The answer should contain the following points.
Schemas refer to sets of cognitions about people and social experiences. Those schemas organize information stored in memory; represent in people's minds the way the social world operates; and give them a framework to recognize, categorize, and recall information relating to social stimuli such as people and groups. Individuals typically hold schemas for specific types of people. Their schema for "teacher," for instance, generally consists of a number of characteristics: knowledge of the subject matter he or she is teaching, a desire to impart that knowledge, and an awareness of the student's need to understand what is being said. Or people may hold a schema for "mother" that includes the characteristics of warmth, nurturance, and caring. Regardless of their accuracy, schemas are important because they organize the way in which people recall, recognize, and categorize information about others. Moreover, they help people predict what others are like on the basis of relatively little information because individuals tend to fit people into schemas even when they do not have much concrete evidence to go on.

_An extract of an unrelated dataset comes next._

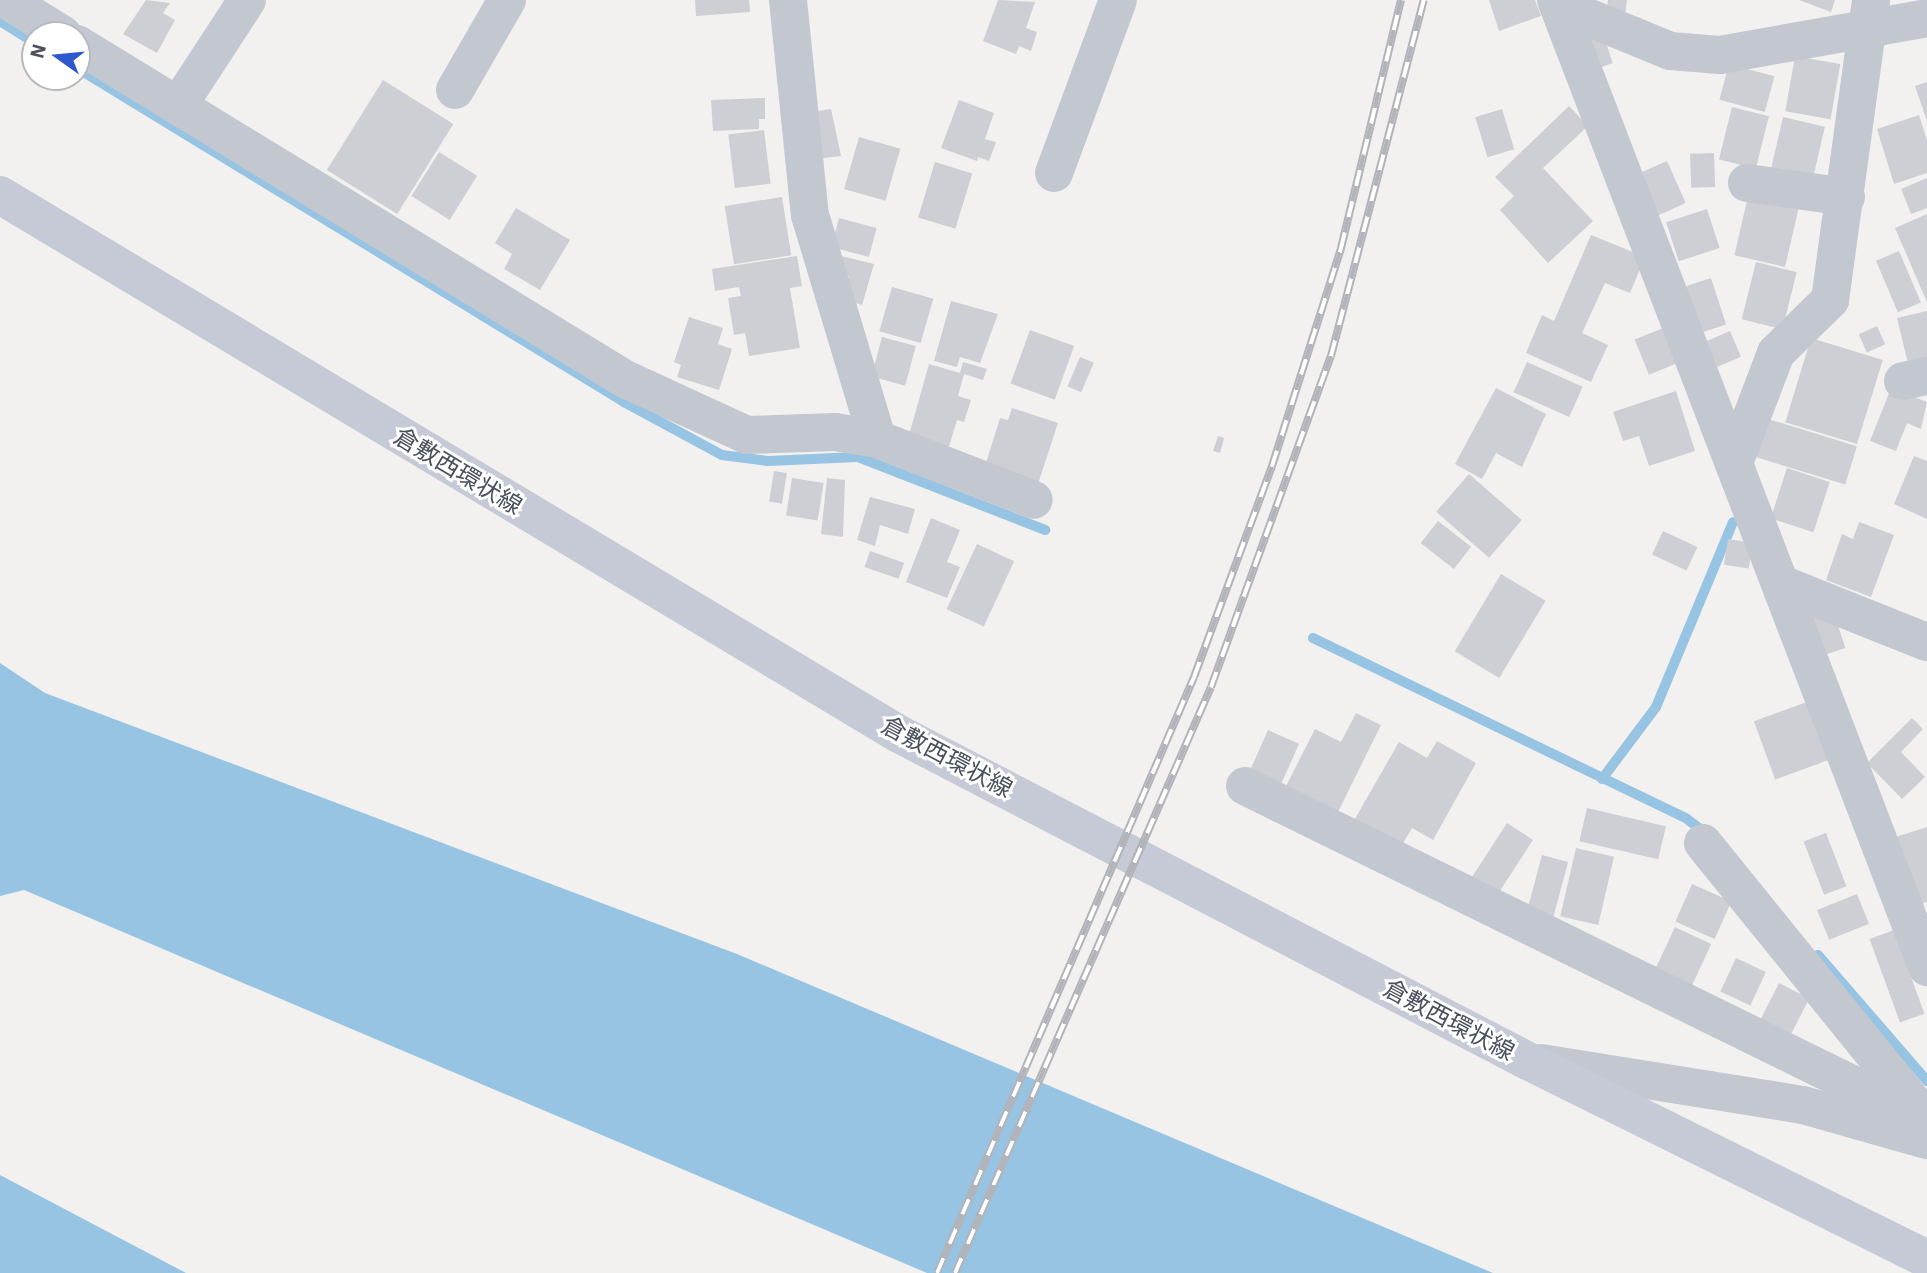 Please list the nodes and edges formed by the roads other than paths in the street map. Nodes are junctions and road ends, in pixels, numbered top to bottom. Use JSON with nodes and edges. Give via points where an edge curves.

For instance, people may hold a "gregarious person" schema made up of the traits of friendliness, aggressiveness, and openness. The presence of just one or two of those traits may be sufficient to make them assign a person to a particular schema.
However, people's schemas are susceptible to error. For example, mood affects how they perceive others. Happy people form more favorable impressions and make more positive judgments than do people who are in a bad mood.
Even when schemas are not entirely accurate, they serve an important function. They allow individuals to develop expectations about how others will behave. Those expectations permit them to plan their interactions with others more easily and serve to simplify a complex social world.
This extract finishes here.